"Don't be shy," Yale's president told the incoming Class of 2016. We talked to a few first-years, and found out they're not.
Josh Faber ’16
Do you have an extracurricular you’re thinking of doing?
I’m all over the place. I love writing newspaper opinion, because I have a lot of views that I’d like to articulate. Model Congress. The Independent Party of the Yale Political Union. Yale Road Running. Oh, and the Hispanic groups. My mom’s Dominican, so I’d like to learn more about a culture I haven’t been exposed to as much as I wish I had. I wrote my essay on being a Hispano-Jew. The Hillel is also awesome. They have great bagels, I hear.
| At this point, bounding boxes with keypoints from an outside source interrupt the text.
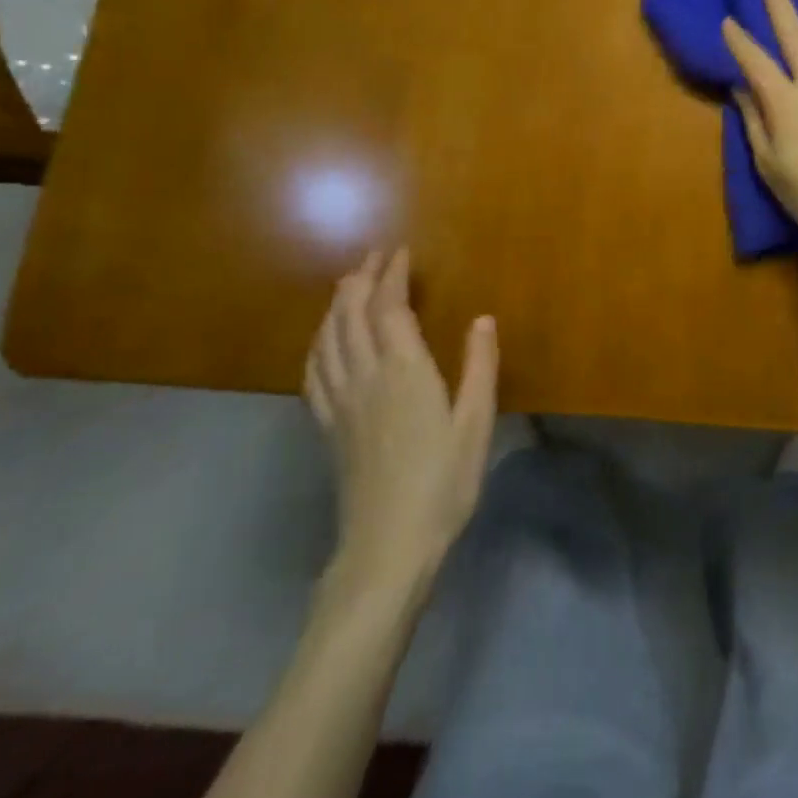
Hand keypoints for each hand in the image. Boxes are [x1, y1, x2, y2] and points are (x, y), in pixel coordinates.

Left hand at [304, 249, 497, 612]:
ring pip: (327, 339)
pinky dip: (317, 344)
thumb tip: (483, 319)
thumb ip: (480, 367)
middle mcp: (365, 377)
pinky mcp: (328, 427)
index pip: (390, 309)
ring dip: (336, 305)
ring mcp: (340, 403)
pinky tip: (323, 341)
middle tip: (374, 256)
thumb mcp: (475, 423)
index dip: (392, 276)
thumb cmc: (442, 482)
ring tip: (348, 285)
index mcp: (403, 372)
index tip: (400, 251)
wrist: (388, 545)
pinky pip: (314, 372)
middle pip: (352, 315)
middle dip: (361, 280)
Are you the oldest in your family?
No, I’m the middle kid. My brother’s 16. He’s amazing; he runs cross country. My sister’s turning 22 in about five days—she’s coming over to Yale to celebrate. She’s a senior [at Middlebury College].
Are you worried about your parents?
I think they’ll be fine. I worry about my brother. My parents are fun to be with, but we’re all so connected as siblings that without one of us there, it gets kind of lonely.
Anusha Alles ’18PhD
Do you see yourself as an academic, long-term?
Yes. If all goes well.
Do people try to discourage you?
A lot of people do. They say there are no jobs out there, it’s impossible to find a job, it’s a waste of time.
What do you say to them?
This is what I want to do. I’m just going to take it day by day and do my best.
What do you want to learn?
Everything. Everything about my subject. I’m doing African American and South Asian–American literature. Twentieth century. And twenty-first.
Tell me some authors you would recommend.
I love Toni Cade Bambara’s Gorilla, My Love. It’s a great book of short stories. Funny Boy is a good one, by Shyam Selvadurai.
What do you think will be most challenging about graduate school?
It’s just a very work-intensive, competitive environment. So you kind of have to step up to that pace.
Jenna Kainic ’16
What do you plan to study?
I’m thinking of majoring in physics or math. I have a friend who introduced me to Gödel’s incompleteness theorem, and I fell in love with it. Ever since then, I’ve been researching different math theorems and concepts.
Why did you fall in love with the incompleteness theorem?
I thought it was really fascinating and elegant and unusual. It was different from any math I’d heard of before.
Are there any classes in particular that sound interesting to you?
Major English poets. I really love English, too.